_Your task_
Scan the entries below. Report each line where the string "hand" occurs.

Keypoint coordinate data:

• • • •

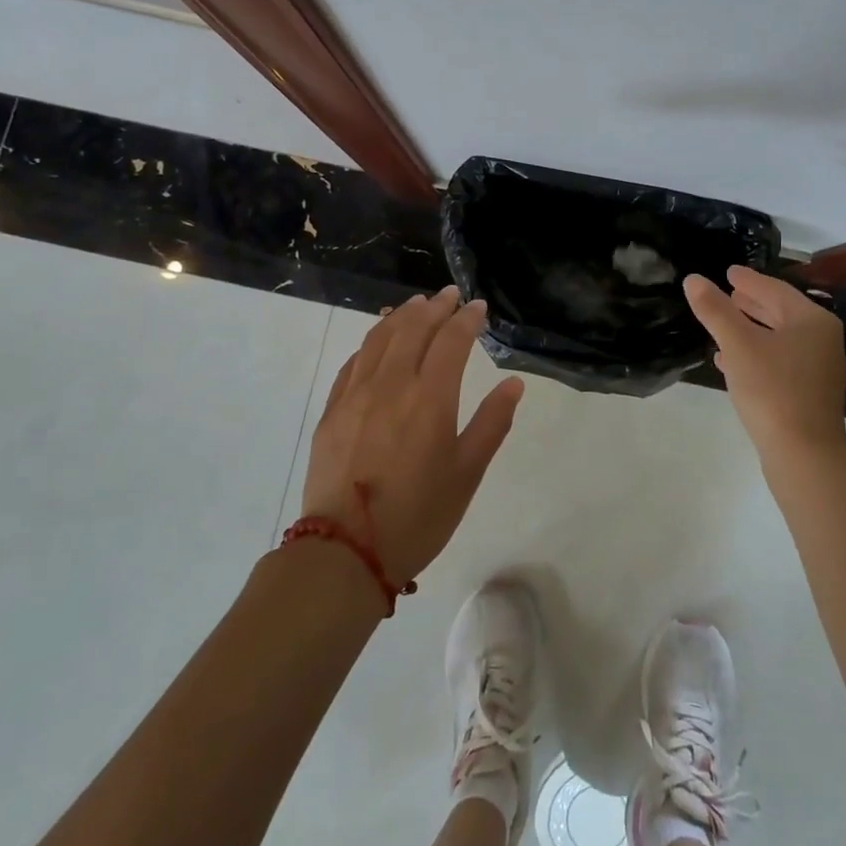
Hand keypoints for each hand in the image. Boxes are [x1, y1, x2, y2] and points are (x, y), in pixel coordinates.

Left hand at [299, 286, 524, 585]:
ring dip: (401, 316)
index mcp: (430, 398)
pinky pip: (353, 362)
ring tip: (416, 305)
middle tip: (450, 295)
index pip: (451, 341)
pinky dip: (371, 342)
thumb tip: (513, 384)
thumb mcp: (467, 473)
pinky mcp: (332, 411)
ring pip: (379, 339)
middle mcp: (391, 385)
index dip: (467, 319)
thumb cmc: (419, 515)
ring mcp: (356, 395)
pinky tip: (378, 340)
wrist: (346, 550)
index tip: (478, 306)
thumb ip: (492, 423)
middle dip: (435, 307)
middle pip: (412, 329)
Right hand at [684, 266, 845, 461]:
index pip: (775, 289)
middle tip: (726, 293)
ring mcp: (819, 368)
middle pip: (781, 312)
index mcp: (812, 321)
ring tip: (724, 323)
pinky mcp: (809, 393)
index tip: (728, 272)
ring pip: (780, 338)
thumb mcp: (738, 345)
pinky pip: (780, 361)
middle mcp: (822, 340)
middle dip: (751, 303)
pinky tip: (731, 361)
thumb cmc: (773, 390)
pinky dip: (757, 353)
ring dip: (751, 329)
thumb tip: (693, 279)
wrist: (804, 454)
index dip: (748, 280)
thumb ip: (715, 310)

• • • •

_Answer space_
Hand keypoints for each hand in the image. Boxes are [x1, y1, x2, y2] and points are (x, y), in pixel coordinates.
Left hand at [299, 286, 524, 585]:
Right hand at [684, 266, 845, 461]:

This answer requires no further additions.